In analog world such operation is used for differential mode (symetrical, balanced etc) - also it is used in real audio world to improve system dynamics - two or more (parallel to reduce noise) DAC (ADC) are feed with differential data (signal).

I ask, because I was messing around a little earlier, and if the quality of a lossy encode directly relates to how close to silence a null test produces, AC3 does better than I expected. I don't know if it's that simple, but I was using the AFTEN AC3 encoder and I'm not sure if it's especially high quality. I don't do much AC3 encoding. Anyway...... I just picked a random CD track and a small section from it and tried some null testing.
There's a click at the beginning of the 448k AC3 test. I think it's due to using the AFTEN "no padding" option when encoding but it was the only way I could ensure

Problem with codecs is that without knowing exactly how they are designed you can't predict phase distortions and you can control sample position... Imagine that you have perfect codec but it produce samples shifted by some offset from reference - subtracting such samples will produce error that don't exist (unless absolute time position is important for you - in audio this is not critical until it stay constant).
In most codecs that works in frequency domain (DCT based for example) - you can't ignore this problem...
Also FIR filters introduce delay - better filter - longer delay... also results returned by filter can be inaccurate for some time - all math used for codecs assume constant time - function that describe audio signal is considered as continuous - so there is time than can be considered as "past" "present" and "future" - sample values are produced by using all three (sometimes only past and present) - you can perceive this as pre-echo and post-echo - you can reduce this effect by overlapping analysis window but it is not for free, also higher frequency accuracy lead to worse time accuracy...
So even manually aligning samples may be not optimal/sufficient to compare (imagine constant shift by π/2 i.e. 90 deg) such signal will be perfect in analog domain but in digital domain will have completely different values and as such can't be compared directly - samples are not everything - analog signal after reconstruction filter is important.

[hello_hello]

So the upshot of what you're saying is I shouldn't pay too much attention to the results of the null tests because they don't really reflect any differences between the source and the encode we might hear?

I figured that was likely to be the case, but I wasn't sure.

[pandy]

So the upshot of what you're saying is I shouldn't pay too much attention to the results of the null tests because they don't really reflect any differences between the source and the encode we might hear?

I figured that was likely to be the case, but I wasn't sure.

My point is that we can't assume that lossless PCM and lossy codec are equal especially in case where complex, non-stationary signals are used.
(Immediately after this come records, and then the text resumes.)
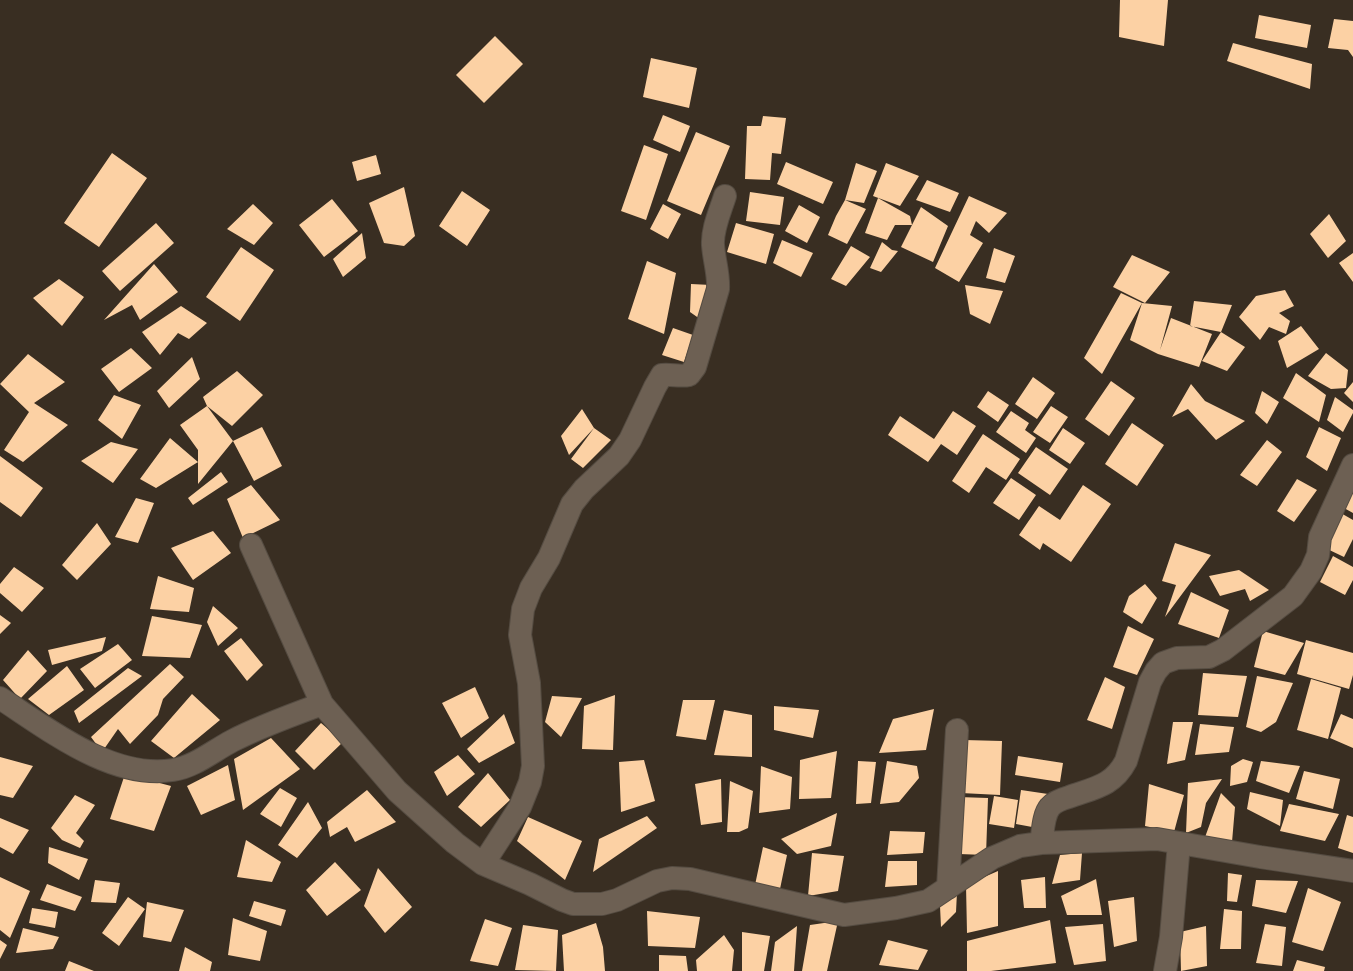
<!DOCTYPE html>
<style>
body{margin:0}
canvas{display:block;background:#392e22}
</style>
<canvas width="1353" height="971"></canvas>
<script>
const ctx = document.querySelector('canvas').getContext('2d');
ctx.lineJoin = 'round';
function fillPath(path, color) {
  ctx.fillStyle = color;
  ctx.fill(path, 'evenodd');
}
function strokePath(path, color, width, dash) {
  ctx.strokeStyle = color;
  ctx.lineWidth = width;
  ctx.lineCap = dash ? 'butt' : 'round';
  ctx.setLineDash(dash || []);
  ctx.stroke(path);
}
fillPath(new Path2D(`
 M1120 0H1168L1164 46 1119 37Z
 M1259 15 1311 25 1307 48 1255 38Z
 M1334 19 1353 21V57L1348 50 1328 48Z
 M495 36 523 64 484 103 456 75Z
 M1233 43 1312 64 1310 89 1227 61Z
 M651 58 697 68 689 108 643 97Z
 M663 115 690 126 680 152 653 140Z
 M763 116 786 118 781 154 772 153 770 180 745 179 747 126H761Z
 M696 132 730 146 701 215 667 201Z
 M644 145 668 154 646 220 621 211Z
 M112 153 147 178 99 247 64 223Z
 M376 155 381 174 357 181 352 162Z
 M786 162 833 182 823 204 777 184Z
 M856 163 877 171 864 203 845 200Z
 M886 163 919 176 900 206 873 196Z
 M927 180 959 193 950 212 916 200Z
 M404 187 415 236 404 246 384 243 369 203Z
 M462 191 490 210 467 246 439 226Z
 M750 192 784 197 780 225 746 221Z
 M969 196 1007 213 989 233 976 221 970 235 983 243 959 282 935 268Z
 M878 198 910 216 912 225H895L887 240 865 233Z
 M332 199 358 231 324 257 299 225Z
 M845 200 866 209 847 244 828 235 836 216Z
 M253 204 273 223 254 245 227 229Z
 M663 204 681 214 668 239 650 229Z
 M799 205 820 217 807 243 785 231Z
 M921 207 948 226 933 262 901 247Z
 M1329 214 1346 241 1328 258 1310 234Z
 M156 223 174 243 120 291 102 271Z
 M736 223 774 234 766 264 727 252Z
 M362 233 366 258 343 277 333 259Z
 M782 240 813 253 801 277 773 263Z
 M882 242 892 250 898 251 881 272 870 268Z
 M851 246 870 257 846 286 831 279Z
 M241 247 274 270 240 321 206 297Z
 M994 248 1015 256 1005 283 986 278Z
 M1353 253V282L1339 263Z
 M1132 255 1170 272 1145 303 1113 287Z
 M647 261 676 273 664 334 628 319Z
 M154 264 178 292 140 320 132 305 104 320Z
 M59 279 84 297 62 326 33 298Z
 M691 284 711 285 700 319 690 312Z
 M965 285 1003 291 990 324 970 314Z
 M1285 290 1294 306 1279 313 1290 321 1286 334 1269 327 1260 340 1239 317 1256 296Z
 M1121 293 1142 303 1172 306 1160 350 1171 318 1212 334 1199 367 1158 354 1130 340 1142 303 1102 374 1084 358Z
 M1194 301 1232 305 1221 332 1190 326Z
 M181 306 207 323 189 339 178 333 160 355 142 332Z
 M1301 326 1319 349 1287 368 1278 341Z
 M673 328 693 335 684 362 662 355Z
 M1221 332 1245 347 1227 371 1202 361Z
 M131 348 152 368 119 392 101 369Z
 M1326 353 1348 370 1346 388 1331 389 1308 376Z
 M28 354 65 382 34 403 68 425 23 462 4 450 29 412 0 384Z
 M192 357 200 379 169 408 157 391Z
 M237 371 263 395 232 426 207 406 203 397Z
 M1296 373 1326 395 1319 422 1283 398Z
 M1033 377 1055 393 1037 419 1015 404Z
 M1111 381 1135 398 1109 436 1085 419Z
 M1353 382V402L1344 393Z
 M1191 384 1205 401 1245 421 1216 440 1188 409 1172 417Z
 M988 391 1009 405 998 422 977 407Z
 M1262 391 1279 402 1267 424 1255 413Z
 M114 395 141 405 122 439 98 420Z
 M1335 397 1353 410V413L1343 432 1327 420Z
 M207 406 233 441 198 484V450L180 425Z
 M1051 406 1068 417 1050 443 1033 432Z
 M582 409 594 428 569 455 561 436Z
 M953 411 976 426 957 455 941 444 928 462 888 435 900 416 934 439Z
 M1011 411 1029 423 1025 430 1036 438 1026 453 996 432Z
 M1132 423 1164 445 1137 486 1105 464Z
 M262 427 282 466 254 481 233 441Z
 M1319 427 1341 438 1327 471 1306 457Z
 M594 428 611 440 583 468 571 459Z
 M1063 428 1085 443 1070 464 1049 450Z
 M983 434 1020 459 1006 480 986 467 969 493 952 481Z
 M170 438 198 462 156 488 140 479Z
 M1267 440 1282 452 1257 486 1240 475Z
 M111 442 138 449 113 483 81 461Z
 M1036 447 1068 469 1050 495 1018 473Z
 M0 456 43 488 21 517 0 502Z
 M221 472 228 482 193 505 188 498Z
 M1011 478 1036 495 1019 520 993 503Z
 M1297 479 1317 490 1294 522 1277 511Z
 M251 485 280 520 243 538 227 499Z
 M1083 485 1111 504 1071 562 1043 543 1040 550 1019 535 1039 506 1060 520Z
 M1353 490V513L1344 508Z
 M136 498 154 503 138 543 115 537Z
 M1339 512 1353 520V539L1344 557 1321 546Z
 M97 523 111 544 77 580 62 565Z
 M213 531 231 553 193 580 171 548Z
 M1175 543 1211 555 1165 617 1176 585 1162 581Z
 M1333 556 1353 567V580L1345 595 1320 582Z
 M14 567 44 588 22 612 0 593V584Z
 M1239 570 1269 590 1250 601 1245 589 1220 596 1209 576Z
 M158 576 194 588 189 612 150 609Z
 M1145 584 1157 598 1142 624 1123 612 1129 596Z
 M1191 592 1229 610 1219 638 1178 624Z
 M213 606 238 628 218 646 207 622Z
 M0 615 11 623 0 634Z
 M152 616 202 625 190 658 142 656Z
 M1128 626 1154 639 1137 675 1113 667Z
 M1263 631 1304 643 1285 675 1254 667Z
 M106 637 102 651 52 665 48 650Z
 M241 638 263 665 247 681 224 651Z
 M1306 640 1353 653V675L1349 689 1297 674Z
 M118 644 132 660 95 688 80 669Z
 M28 650 47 671 20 699 3 680Z
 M170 664 184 677 163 699 158 715 130 744 118 729 102 752 91 737Z
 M67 666 84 690 49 715 28 699Z
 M128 668 142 676 79 723 74 711Z
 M1203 673 1247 676 1238 717 1198 715Z
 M1257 676 1293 683 1276 722 1261 732 1246 727Z
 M1105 677 1125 687 1112 729 1087 720Z
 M1311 679 1341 688 1328 739 1297 730Z
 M475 687 489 718 461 738 442 703Z
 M192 694 220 720 174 758 151 741Z
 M615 695 613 750 582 749 584 706Z
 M552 696 582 698 561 737 545 722Z
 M683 700H715L706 740 676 736Z
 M774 706 819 710 813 738 774 730Z
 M934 709 926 750 879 753 893 719Z
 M724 710 752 715V757L714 755Z
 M504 714 515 743 479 763 467 749Z
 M1341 714 1353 719V748L1330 738Z
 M1173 722H1193L1185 760 1167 764Z
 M321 723 343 742 314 770 295 751Z
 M1200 724 1234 727 1229 752 1195 755Z
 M271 738 300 769 243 810 234 759Z
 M964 740 1002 741 1000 795 961 793Z
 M837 751 831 798 799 799 800 760Z
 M458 755 475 774 447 796 434 772Z
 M1018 756 1063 763 1060 782 1015 775Z
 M0 757 33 766 13 798 0 795Z
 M1243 759 1253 762 1247 782 1230 786 1231 766Z
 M644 760 655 801 621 812 619 762Z
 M858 761 876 762 871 803 856 804Z
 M887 761 917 766 919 778 899 802 880 804Z
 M1261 761 1300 766 1289 793 1256 781Z
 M228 765 235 800 201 815 187 786Z
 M761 766 792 777 790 809 759 813Z
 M1304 771 1340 779 1333 809 1296 799Z
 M488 773 510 800 481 827 458 807Z
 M125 774 171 786 154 831 110 819Z
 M721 779 722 822 701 825 695 784Z
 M1222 779 1206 803 1201 827 1186 833 1188 783Z
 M730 781 753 791 748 828 739 832H727Z
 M1149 784 1184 795 1174 832 1145 826Z
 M280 788 297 798 281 827 260 814Z
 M367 790 396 822 355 842 347 827 330 837 327 822Z
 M1021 790 1048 794 1043 829 1016 824Z
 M1250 792 1283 800 1280 826 1247 809Z
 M1221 793 1235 807 1232 842 1204 840Z
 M75 795 95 805 76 833 84 841 80 848 62 840 51 828Z
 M994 796 1018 800 1014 828 989 824Z
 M958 797 988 798 986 855 959 854Z
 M308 802 322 828 297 858 278 845Z
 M1289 804 1339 814 1325 841 1280 831Z
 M837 813 831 846 797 854 781 839Z
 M1347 815 1353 817V853L1338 848Z
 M647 816 657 828 593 872 599 839Z
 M528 817 582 841 565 880 517 841Z
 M0 818 29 830 13 854 0 847Z
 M890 831 925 832 923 853 887 855Z
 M246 840 281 862 272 882 237 877Z
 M49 847 88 859 79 880 48 863Z
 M763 847 787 855 780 889 755 885Z
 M812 853 844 856 838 891 808 896Z
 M1082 853 1080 880 1052 884 1060 855Z
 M888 861H917V885L885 887Z
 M335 862 361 890 327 916 306 890Z
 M378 868 412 907 385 933 364 906Z
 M998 871V926L967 933 966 885Z
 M1228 873 1242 875 1237 902 1227 901Z
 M0 877 30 891 10 938 0 930Z
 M1045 877 1046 908H1024L1021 880Z
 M1096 879 1102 915H1067L1061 896Z
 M95 880 120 883 116 903 91 902Z
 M1256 880 1298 881 1286 913 1252 906Z
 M47 884 82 897 75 911 40 900Z
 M1308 888 1341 902 1323 951 1292 942Z
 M957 892 956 912 941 927 940 906Z
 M128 897 145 909 119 946 102 933Z
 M1134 897 1137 941 1114 947 1108 901Z
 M254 901 286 910 281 926 249 916Z
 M147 902 184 910 171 942 143 937Z
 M32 908 58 912 55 928 29 923Z
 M1224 909 1242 911 1241 949H1220Z
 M647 911 700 917 695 948 648 946Z
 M233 918 267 931 260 961 228 955Z
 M485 919 512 928 498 966 470 961Z
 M1050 920 1056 963 991 971H967V941Z
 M838 921 827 971H802L810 925Z
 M596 923 603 947 605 971H564L562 935Z
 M1103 924 1106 961 1074 965 1065 927Z
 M1265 924 1286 927 1282 966 1256 963Z
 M523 925 558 930 556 971 515 970Z
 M797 926 794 971H771L775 942Z
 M1206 926 1207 966 1181 971 1180 932Z
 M23 928 59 937 53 949 16 953Z
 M742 932 770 936 764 971H742Z
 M724 935 734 950 732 971H697L696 960Z
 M0 940 7 945 0 959Z
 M888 940 928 950 918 970 879 965Z
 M185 947 212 962 210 971H179Z
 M659 955 686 956 688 971H659Z
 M1297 960 1325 967 1324 971H1293Z
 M69 961 94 971H65Z`), '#fcd1a4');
const minor = new Path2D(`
 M251 545 322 704 397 791 455 843 483 864 530 884 562 900 573 904H602L617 900 657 881 672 878 690 879 844 915 896 908 928 901 992 858 1020 846 1041 843 1157 839 1260 857 1353 871
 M0 698C48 729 112 780 173 770 194 767 213 751 232 741 261 726 292 715 322 704
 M1041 843C1043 833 1043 815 1050 807 1054 802 1062 799 1069 797 1094 788 1113 786 1126 761L1150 682 1156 671 1163 663 1177 658 1209 657 1223 650 1293 596 1311 571 1318 555 1320 537 1353 465
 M483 864 520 807 530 782 533 766 529 683 520 635 523 609 531 588 549 558 572 504 584 489 619 456 630 440 655 387 662 375C672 374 680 377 689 375L695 367 718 289C719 274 714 260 713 245 712 229 720 212 725 196
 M948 888 957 730
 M1165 971 1171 937 1179 843`);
strokePath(minor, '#554c42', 24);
strokePath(minor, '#6d6053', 22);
</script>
This will work only for single tones such as sine wave and only under some conditions.
PCM is sample representation of some real signal - lossy coding is more like music synthesizer - we create/generate signal in a particular way - our goal is generate signal that it will be similar to original.

[ndjamena]

http://www.avsforum.com/forum/150-blu-ray-software/1369154-dolby-truehd-7-1-vs-dts-ma-...d-7-1-a-4.html

Just a note that when it came to DVD, the bitrate limitation to 448 kbps was not for lack of Dolby wanting it to support 640 kbps.
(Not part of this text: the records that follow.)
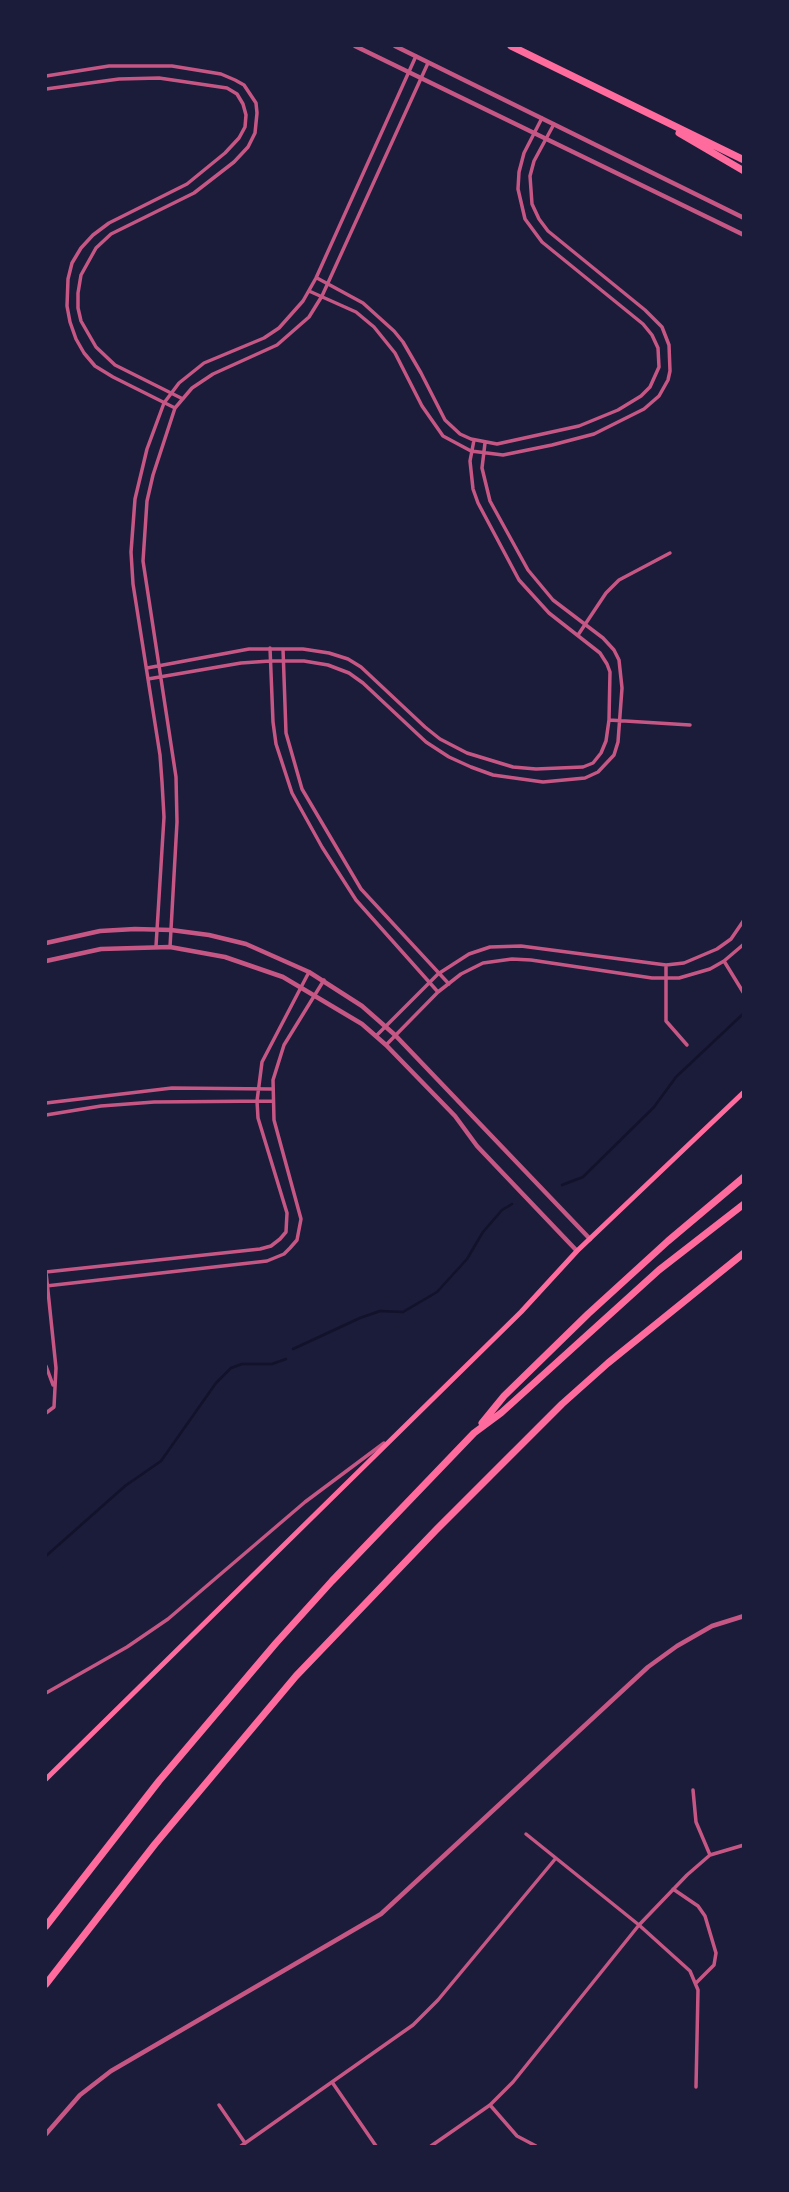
<!DOCTYPE html>
<html>
<head>
<meta charset="utf-8">
<style>
	body { margin:0 }
	#map { position:relative; width:789px; height:2192px; overflow:hidden; background:#1b1b3a; font-family:Commissioner,sans-serif }
	canvas { display:block }
	.frame { position:absolute; inset:0; border:47px solid #1b1b3a; pointer-events:none }
</style>
</head>
<body>
<div id="map">
<canvas width="789" height="2192"></canvas>
<div class="frame"></div>
</div>
<script>
const ctx = document.querySelector('canvas').getContext('2d');
ctx.lineJoin = 'round';
function poly(rows) {
  const path = new Path2D();
  for (const r of rows) {
    path.moveTo(r[0], r[1]);
    for (let i = 2; i < r.length; i += 2) path.lineTo(r[i], r[i + 1]);
  }
  return path;
}
function strokePath(path, color, width, dash) {
  ctx.strokeStyle = color;
  ctx.lineWidth = width;
  ctx.lineCap = dash ? 'butt' : 'round';
  ctx.setLineDash(dash || []);
  ctx.stroke(path);
}
strokePath(poly([
	[562,1185,583,1177,654,1107,676,1077,744,1013],
	[293,1349,360,1318,380,1311,403,1312,437,1292,467,1259,483,1232,502,1210,512,1204],
	[46,1556,125,1486,161,1461,216,1383,231,1368,242,1364,272,1364,286,1359]
]), '#12122b', 2.5);
strokePath(poly([
	[46,76,109,66,172,66,221,74,235,80,244,85,256,103,257,113,255,133,248,147,234,162,194,193,111,234,96,248,81,275,78,293,78,308,81,321,96,347,115,365,183,399],
	[46,89,119,79,159,78,227,88,237,94,243,104,246,115,245,127,239,138,225,153,187,184,109,223,93,235,81,248,72,263,68,279,67,306,70,322,76,339,84,353,95,366,113,377,175,408],
	[317,278,363,303,394,331,403,342,421,373,445,420,460,434,471,439,497,444,579,426,618,410,641,396,650,387,659,367,658,348,652,335,643,324,542,242,525,219,518,189,519,172,524,153,542,118],
	[309,291,356,312,374,327,395,353,422,406,443,436,471,451,503,455,552,445,594,434,644,409,659,396,668,380,670,371,669,345,662,327,645,310,548,231,539,219,532,204,530,176,534,161,554,124],
	[578,635,606,593,619,580,670,553],
	[270,648,273,722,276,744,292,793,322,847,356,900,438,992],
	[283,649,286,733,302,789,361,889,449,984],
	[147,668,249,649,303,649,329,653,348,659,361,667,425,727,440,739,467,753,513,767,536,769,583,767,593,763,601,753,606,741,609,720,610,672,607,664,600,653,549,613,519,580,478,503,473,489,470,461,474,440],
	[148,679,241,663,270,661,304,661,328,665,349,673,363,683,426,742,449,757,471,767,493,775,543,782,585,778,598,772,614,755,618,742,622,688,619,660,614,650,603,638,553,600,528,570,490,501,482,468,485,443],
	[609,720,690,725],
	[156,946,164,817,162,782,160,755,133,584,131,552,135,499,147,449,164,403,179,383,204,363,264,338,279,328,303,301,316,278,416,56],
	[170,947,177,822,176,777,143,561,147,501,153,475,175,408,192,388,213,374,277,345,309,317,322,296,428,63],
	[724,961,743,992],
	[666,965,666,1021,687,1045],
	[376,1036,438,974,469,954,490,947,521,946,666,965,684,963,717,949,731,939,744,920],
	[386,1045,438,992,461,974,483,963,512,959,531,960,652,978,679,978,710,969,724,961,744,944],
	[46,1103,172,1088,272,1089],
	[46,1115,101,1106,154,1102,272,1101],
	[46,1272,260,1249,271,1246,280,1239,286,1232,287,1213,258,1118,257,1101,262,1062,309,972],
	[46,1286,267,1261,284,1254,290,1248,297,1240,301,1219,274,1120,273,1080,284,1045,324,980],
	[46,1366,53,1385],
	[46,1413,54,1407,56,1368,46,1272],
	[46,1693,127,1647,168,1619,305,1502,384,1443],
	[693,1790,696,1822,710,1855],
	[526,1834,639,1925,690,1971,698,1990,696,2087],
	[673,1889,698,1906,705,1916,716,1953,714,1965,696,1983],
	[332,2082,376,2146],
	[219,2105,245,2143],
	[490,2105,517,2136,536,2146],
	[241,2146,413,2025,438,2000,556,1858],
	[431,2146,490,2105,513,2082,639,1925,687,1875,710,1855,744,1845]
]), '#c65784', 3.5);
strokePath(poly([
	[355,46,744,235],
	[395,46,744,218],
	[46,943,100,931,135,929,171,930,209,935,246,944,309,972,362,1006,395,1035,590,1239],
	[46,961,101,949,170,947,225,957,283,977,362,1024,386,1045,455,1116,477,1146,577,1251],
	[46,2134,80,2095,111,2071,381,1914,648,1667,677,1646,712,1626,744,1616]
]), '#c65784', 4.5);
strokePath(poly([
	[46,1779,521,1312,577,1251,744,1092]
]), '#ff6b9d', 5);
strokePath(poly([
	[511,46,744,160],
	[679,133,744,171],
	[482,1423,504,1396,588,1314,668,1241,744,1177],
	[46,1926,159,1781,276,1643,332,1581,474,1433,501,1413,659,1270,744,1204],
	[46,1984,155,1844,296,1676,436,1530,562,1404,608,1363,744,1253]
]), '#ff6b9d', 7);
</script>
</body>
</html>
DVD players are able to store one sector of disc audio data in memory for the jump/branch function. Therefore, one audio frame must completely fit within one sector. The DVD memory can hold 2048B, or 16kb.

One frame of DD audio is 32 ms long, and 16kb/32ms = 500kb/s. The 448 kb/s rate therefore fits, but the higher DD rates of 512 and 640 kb/s exceed the memory size.

In contrast, DTS uses a 10ms frame size, so 16kb/10ms = 1.6Mb/s. Hence they can use the 1.536Mb/s rate of 48kHz.

One might ask, so why did Dolby not use a shorter frame size like DTS? It reduces coding efficiency. The frame size on Dolby's film version of AC-3 is actually 10 ms, as that is the perf rep rate. But to improve the sound quality for consumer applications of AC-3 (the first being HDTV), the frame size (duration) was increased.

If anyone would like to call BS on this guy I wouldn't mind knowing for sure if this is fact or not.